Citigroup fell 1.3 per cent to $28.02 on reports that a host of hedge fund investors, including John Paulson, had cut their stakes in the bank during the third quarter.
High-profile investor flight also hurt professional networking website LinkedIn , which slipped 4.8 per cent to $74.86, on news Bain Capital will sell its entire stake of 3.71m shares, when the newly floated company’s lock-out period ends.
PepsiCo was boosted by news that activist investor Nelson Peltz has taken a $146m stake. The stock was up 2.7 per cent to $64.50 on hopes that Mr Peltz will push the board to boost shareholder returns.
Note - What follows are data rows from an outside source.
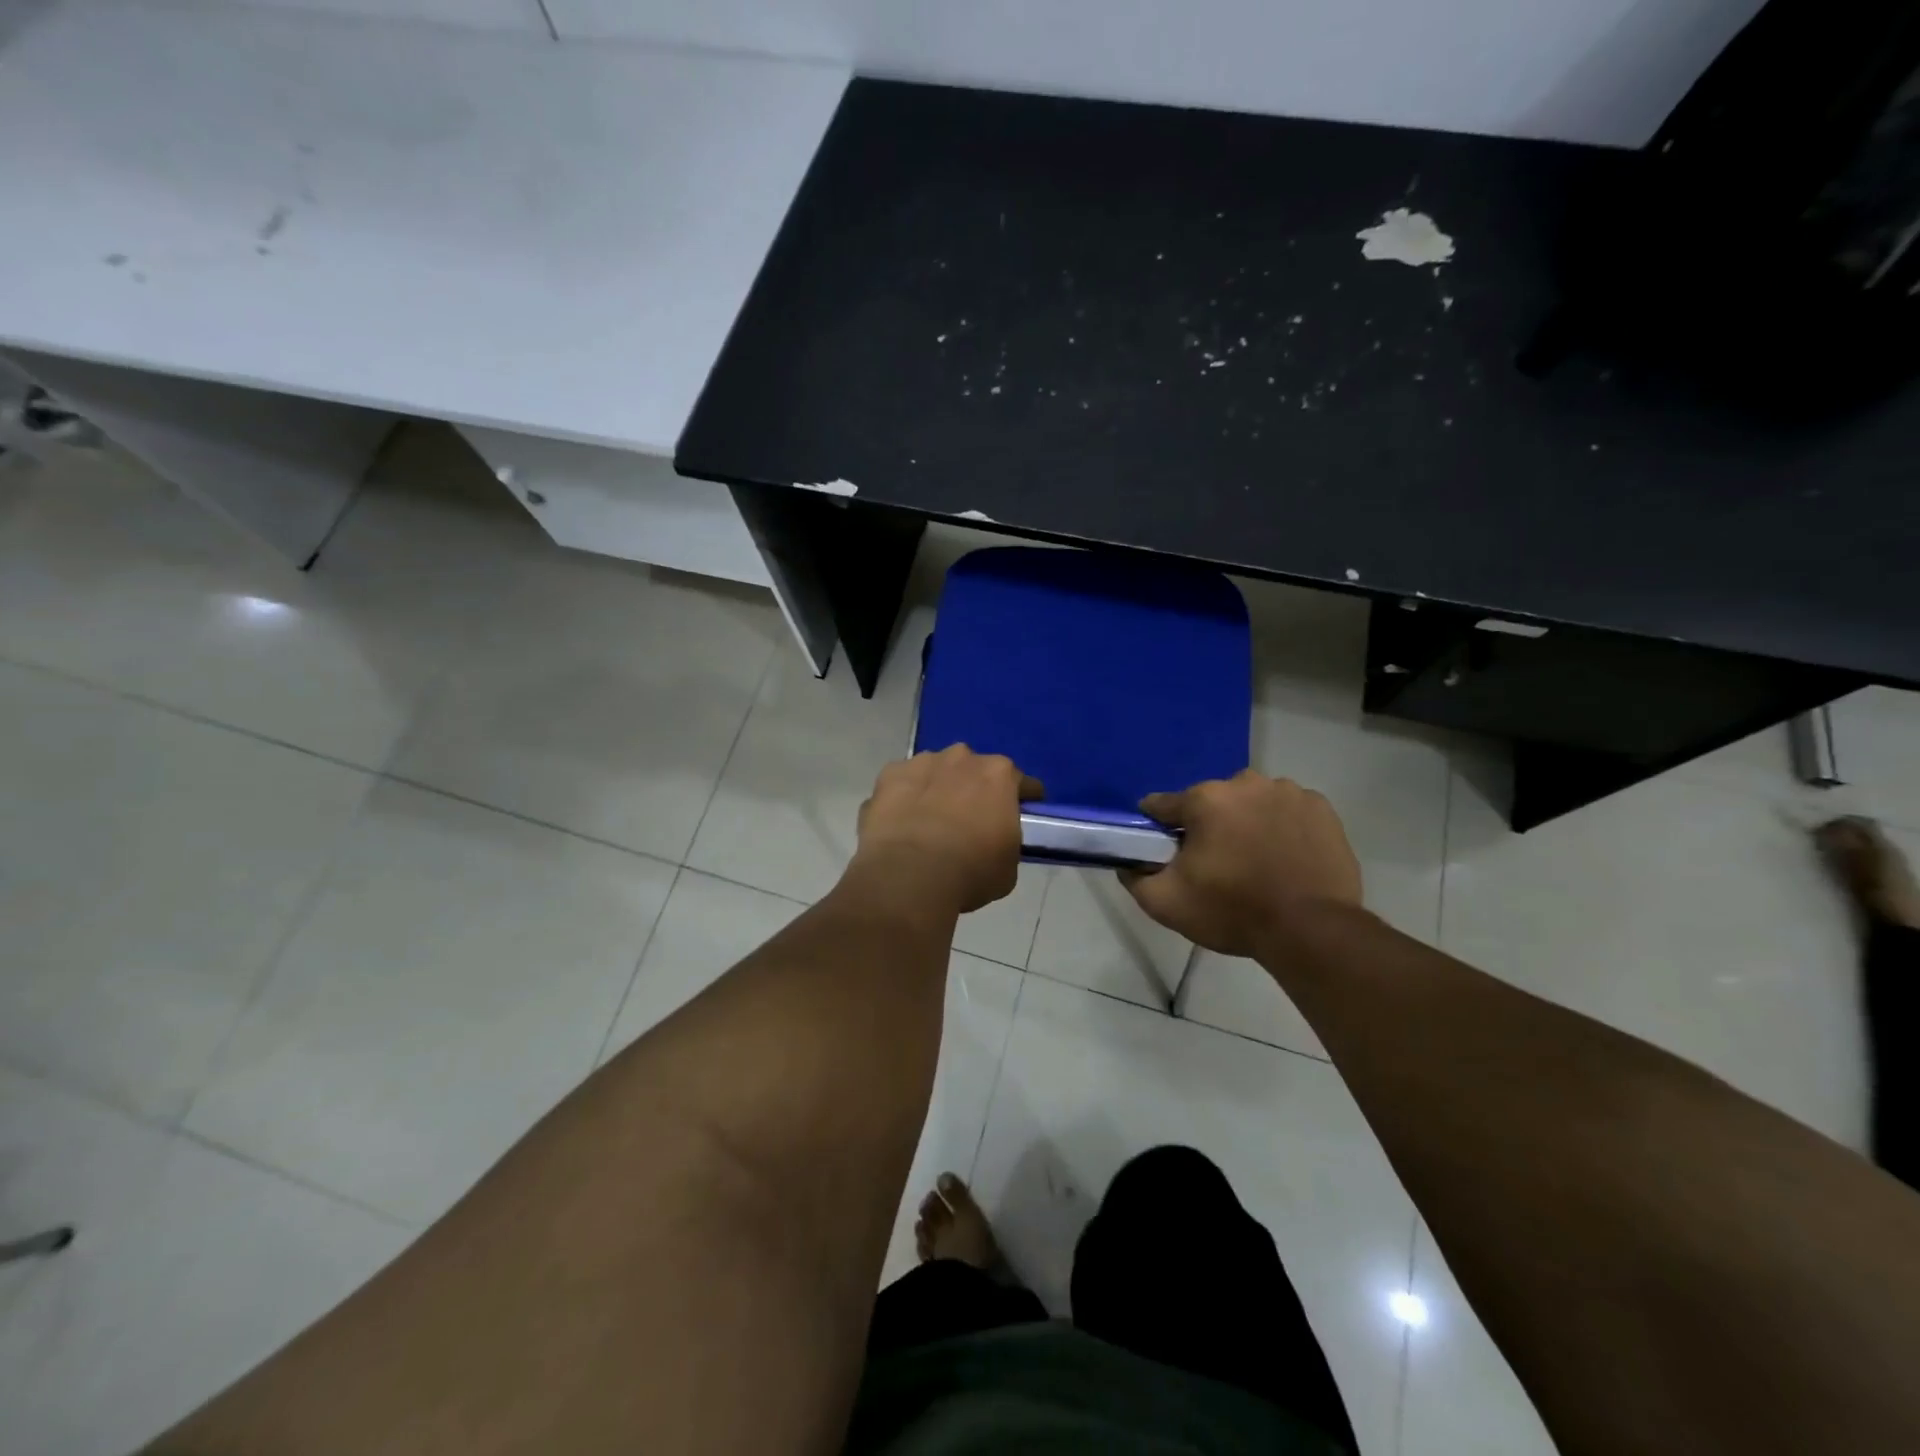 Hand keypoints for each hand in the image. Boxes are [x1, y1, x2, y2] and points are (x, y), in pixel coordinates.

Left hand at [851, 746, 1042, 914]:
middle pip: (975, 770)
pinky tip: (901, 823)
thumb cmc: (969, 873)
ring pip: (937, 771)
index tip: (1020, 815)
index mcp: (999, 775)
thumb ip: (1005, 842)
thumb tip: (994, 841)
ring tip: (930, 822)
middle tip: (969, 821)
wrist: (909, 877)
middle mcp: (963, 758)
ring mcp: (922, 762)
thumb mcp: (1008, 867)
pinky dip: (904, 797)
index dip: (1023, 800)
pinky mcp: (889, 775)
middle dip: (974, 789)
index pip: (1022, 783)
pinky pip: (903, 783)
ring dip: (938, 789)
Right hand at [1122, 769, 1361, 955]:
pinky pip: (1288, 810)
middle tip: (1214, 863)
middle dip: (1207, 825)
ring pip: (1251, 802)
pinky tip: (1284, 856)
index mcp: (1205, 799)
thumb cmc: (1232, 912)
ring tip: (1254, 860)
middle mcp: (1245, 783)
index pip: (1163, 805)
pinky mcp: (1321, 809)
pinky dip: (1281, 826)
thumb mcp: (1166, 904)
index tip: (1161, 849)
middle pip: (1211, 801)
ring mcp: (1288, 792)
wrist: (1311, 931)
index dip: (1156, 827)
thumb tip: (1128, 863)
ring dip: (1246, 822)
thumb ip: (1135, 878) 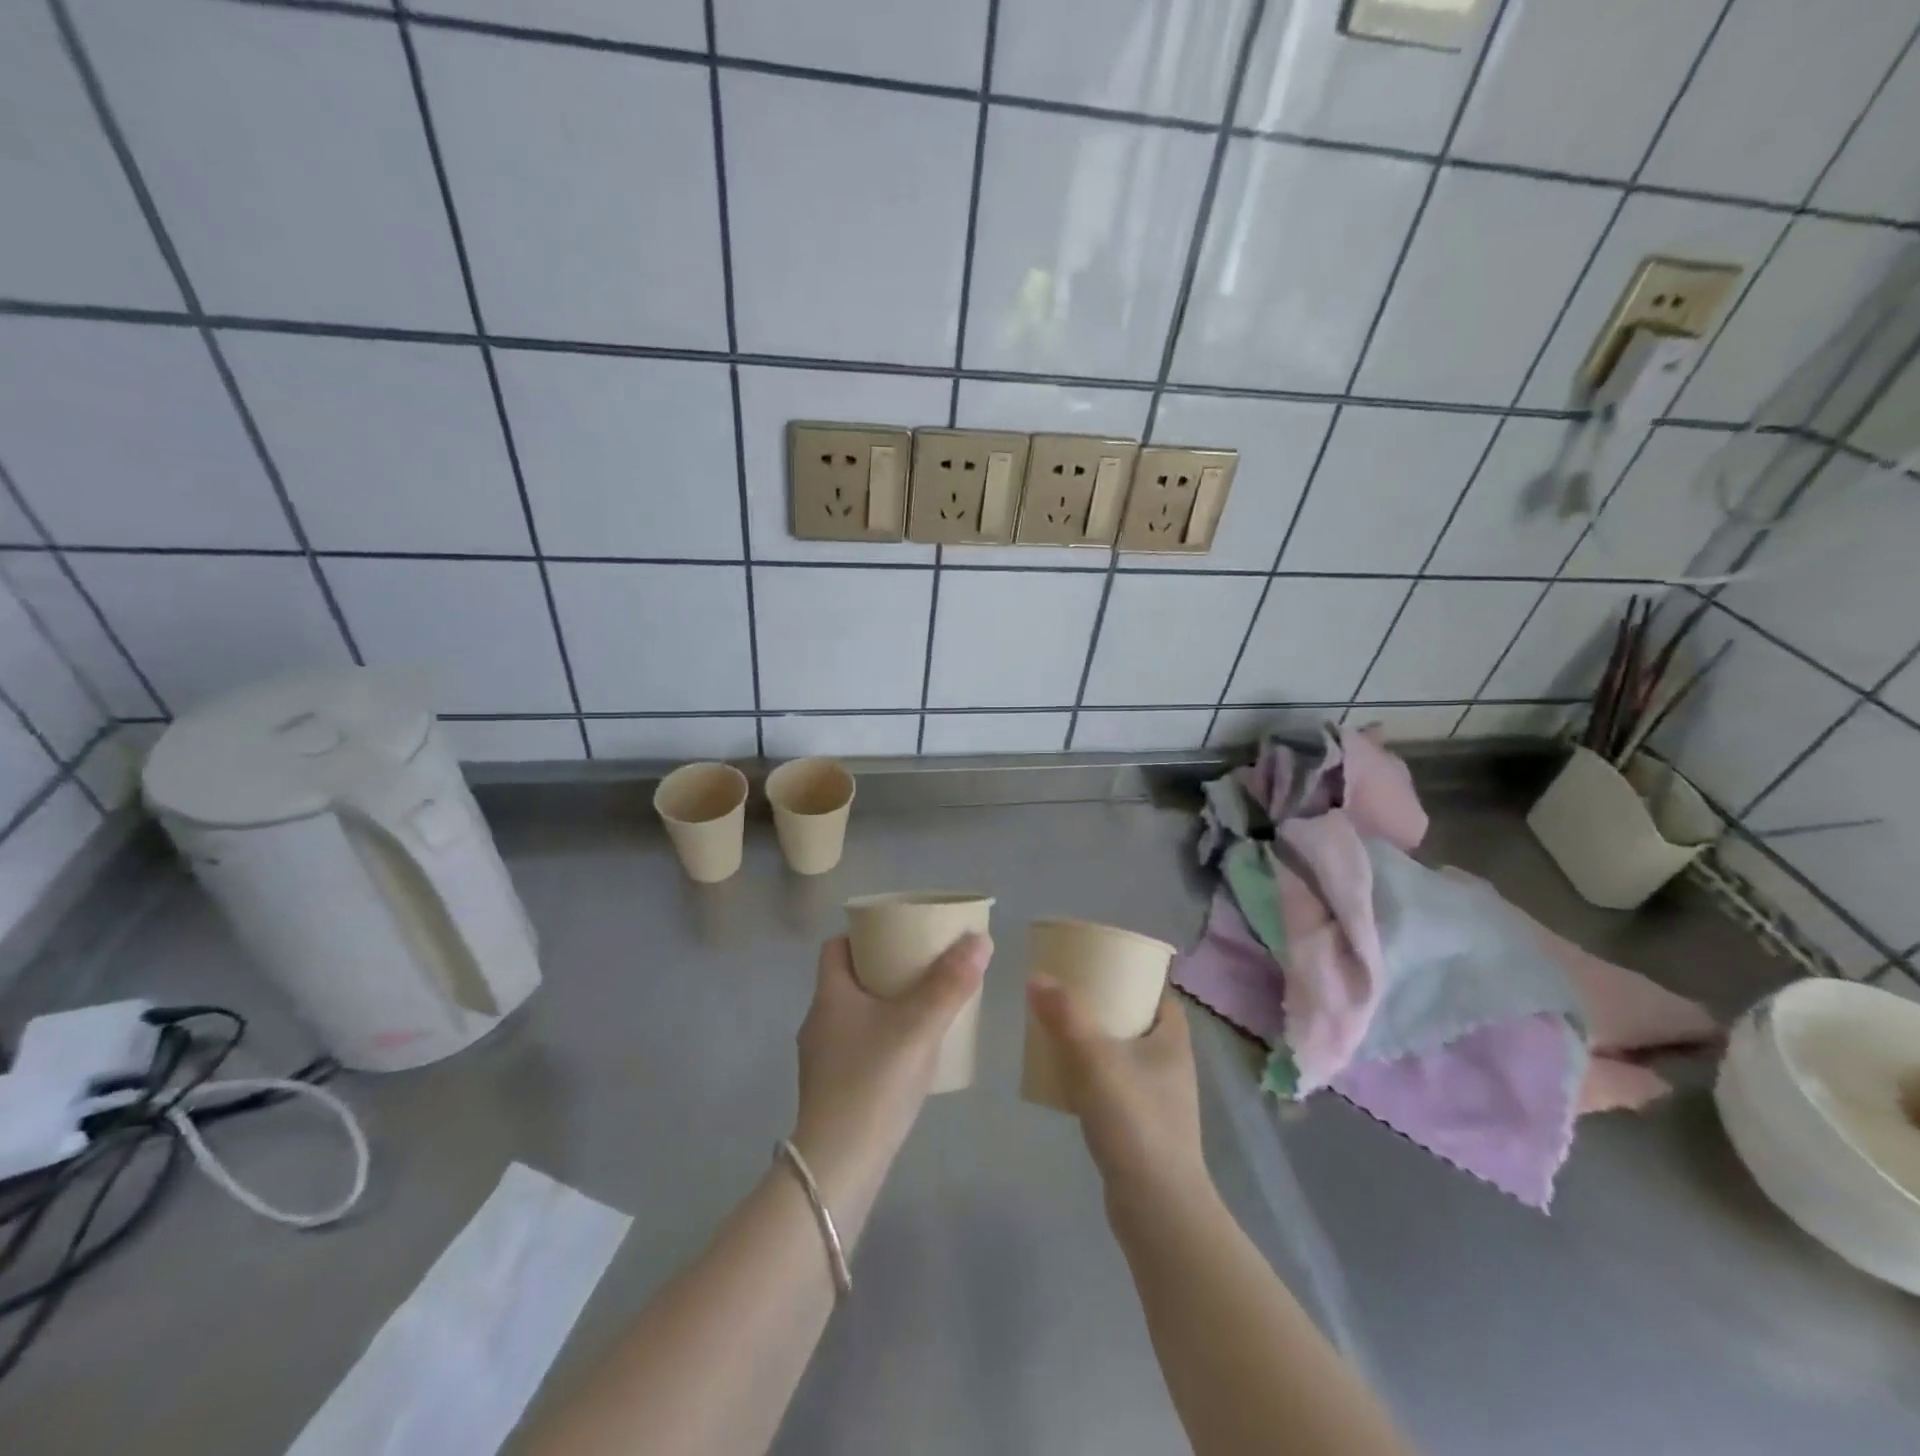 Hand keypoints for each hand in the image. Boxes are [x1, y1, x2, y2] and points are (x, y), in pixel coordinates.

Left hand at [792, 934, 989, 1216]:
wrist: (839, 1166)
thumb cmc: (873, 1082)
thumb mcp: (918, 1026)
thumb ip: (950, 984)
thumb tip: (980, 939)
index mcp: (829, 996)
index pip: (835, 948)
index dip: (863, 935)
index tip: (897, 934)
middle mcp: (818, 1022)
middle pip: (848, 980)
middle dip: (883, 969)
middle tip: (921, 967)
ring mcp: (821, 1060)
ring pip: (854, 1016)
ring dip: (884, 1006)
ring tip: (922, 1007)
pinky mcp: (831, 1090)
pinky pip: (857, 1047)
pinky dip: (881, 1039)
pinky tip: (909, 1054)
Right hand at [1026, 979, 1209, 1205]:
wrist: (1156, 1208)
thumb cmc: (1134, 1122)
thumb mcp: (1095, 1059)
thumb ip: (1066, 1016)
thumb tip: (1037, 975)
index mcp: (1172, 1040)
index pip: (1158, 993)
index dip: (1131, 976)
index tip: (1097, 966)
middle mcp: (1171, 1065)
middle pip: (1138, 1020)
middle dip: (1106, 1006)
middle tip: (1068, 996)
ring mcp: (1159, 1099)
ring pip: (1125, 1054)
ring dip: (1097, 1041)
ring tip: (1060, 1031)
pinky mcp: (1143, 1128)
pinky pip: (1116, 1086)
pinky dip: (1093, 1075)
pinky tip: (1066, 1079)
Quanta Services climbed 2.2 per cent to $19.19, on renewed hope that the Keystone XL pipeline, for which Quanta has a lucrative service contract, will be given the go-ahead if the state of Nebraska’s environmental concerns can be addressed.
The hard drive manufacturer Western Digital Corporation slipped 4.9 per cent to $25.05 as the open-ended impact of widespread flooding in Thailand on its factories led another analyst to downgrade the stock.